* [TASK DESCRIPTION]: Are you able to retype all the records below exactly?

━━━ RAW DATA

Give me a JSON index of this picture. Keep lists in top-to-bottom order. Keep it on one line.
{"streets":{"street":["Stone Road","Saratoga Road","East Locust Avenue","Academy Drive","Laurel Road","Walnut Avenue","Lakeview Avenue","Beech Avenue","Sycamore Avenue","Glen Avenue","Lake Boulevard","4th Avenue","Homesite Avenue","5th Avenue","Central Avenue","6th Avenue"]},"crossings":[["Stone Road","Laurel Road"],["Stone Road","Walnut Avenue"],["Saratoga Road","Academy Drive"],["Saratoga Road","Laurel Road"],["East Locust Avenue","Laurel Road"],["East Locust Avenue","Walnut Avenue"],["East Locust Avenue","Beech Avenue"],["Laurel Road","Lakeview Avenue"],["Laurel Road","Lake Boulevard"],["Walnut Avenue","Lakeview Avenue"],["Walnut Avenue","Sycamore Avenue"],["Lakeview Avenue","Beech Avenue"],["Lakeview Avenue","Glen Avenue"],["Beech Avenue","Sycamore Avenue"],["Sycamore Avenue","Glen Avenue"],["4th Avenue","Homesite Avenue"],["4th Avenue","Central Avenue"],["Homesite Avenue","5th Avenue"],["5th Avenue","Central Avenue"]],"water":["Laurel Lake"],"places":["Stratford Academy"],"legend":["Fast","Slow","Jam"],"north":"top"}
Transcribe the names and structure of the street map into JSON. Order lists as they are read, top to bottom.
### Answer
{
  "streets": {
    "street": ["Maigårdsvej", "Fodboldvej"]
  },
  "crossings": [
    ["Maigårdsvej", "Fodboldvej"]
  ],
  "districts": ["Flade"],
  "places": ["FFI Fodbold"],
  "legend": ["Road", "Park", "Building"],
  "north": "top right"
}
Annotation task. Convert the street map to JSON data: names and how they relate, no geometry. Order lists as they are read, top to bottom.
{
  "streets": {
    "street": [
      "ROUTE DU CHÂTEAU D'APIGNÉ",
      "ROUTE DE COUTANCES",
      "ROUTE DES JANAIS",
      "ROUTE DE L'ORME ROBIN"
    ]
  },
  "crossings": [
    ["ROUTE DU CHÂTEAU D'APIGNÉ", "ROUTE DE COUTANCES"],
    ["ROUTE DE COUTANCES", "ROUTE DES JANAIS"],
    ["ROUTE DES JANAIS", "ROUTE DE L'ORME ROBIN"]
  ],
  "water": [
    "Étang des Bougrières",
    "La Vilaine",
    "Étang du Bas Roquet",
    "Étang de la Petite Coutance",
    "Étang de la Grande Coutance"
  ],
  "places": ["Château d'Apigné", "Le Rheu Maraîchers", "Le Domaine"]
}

━━━━━━

* [WRITTEN ANSWER]:
Give me a JSON index of this picture. Keep lists in top-to-bottom order. Keep it on one line.
{"streets":{"street":["Stone Road","Saratoga Road","East Locust Avenue","Academy Drive","Laurel Road","Walnut Avenue","Lakeview Avenue","Beech Avenue","Sycamore Avenue","Glen Avenue","Lake Boulevard","4th Avenue","Homesite Avenue","5th Avenue","Central Avenue","6th Avenue"]},"crossings":[["Stone Road","Laurel Road"],["Stone Road","Walnut Avenue"],["Saratoga Road","Academy Drive"],["Saratoga Road","Laurel Road"],["East Locust Avenue","Laurel Road"],["East Locust Avenue","Walnut Avenue"],["East Locust Avenue","Beech Avenue"],["Laurel Road","Lakeview Avenue"],["Laurel Road","Lake Boulevard"],["Walnut Avenue","Lakeview Avenue"],["Walnut Avenue","Sycamore Avenue"],["Lakeview Avenue","Beech Avenue"],["Lakeview Avenue","Glen Avenue"],["Beech Avenue","Sycamore Avenue"],["Sycamore Avenue","Glen Avenue"],["4th Avenue","Homesite Avenue"],["4th Avenue","Central Avenue"],["Homesite Avenue","5th Avenue"],["5th Avenue","Central Avenue"]],"water":["Laurel Lake"],"places":["Stratford Academy"],"legend":["Fast","Slow","Jam"],"north":"top"}
Transcribe the names and structure of the street map into JSON. Order lists as they are read, top to bottom.
### Answer
{
  "streets": {
    "street": ["Maigårdsvej", "Fodboldvej"]
  },
  "crossings": [
    ["Maigårdsvej", "Fodboldvej"]
  ],
  "districts": ["Flade"],
  "places": ["FFI Fodbold"],
  "legend": ["Road", "Park", "Building"],
  "north": "top right"
}
Annotation task. Convert the street map to JSON data: names and how they relate, no geometry. Order lists as they are read, top to bottom.
{
  "streets": {
    "street": [
      "ROUTE DU CHÂTEAU D'APIGNÉ",
      "ROUTE DE COUTANCES",
      "ROUTE DES JANAIS",
      "ROUTE DE L'ORME ROBIN"
    ]
  },
  "crossings": [
    ["ROUTE DU CHÂTEAU D'APIGNÉ", "ROUTE DE COUTANCES"],
    ["ROUTE DE COUTANCES", "ROUTE DES JANAIS"],
    ["ROUTE DES JANAIS", "ROUTE DE L'ORME ROBIN"]
  ],
  "water": [
    "Étang des Bougrières",
    "La Vilaine",
    "Étang du Bas Roquet",
    "Étang de la Petite Coutance",
    "Étang de la Grande Coutance"
  ],
  "places": ["Château d'Apigné", "Le Rheu Maraîchers", "Le Domaine"]
}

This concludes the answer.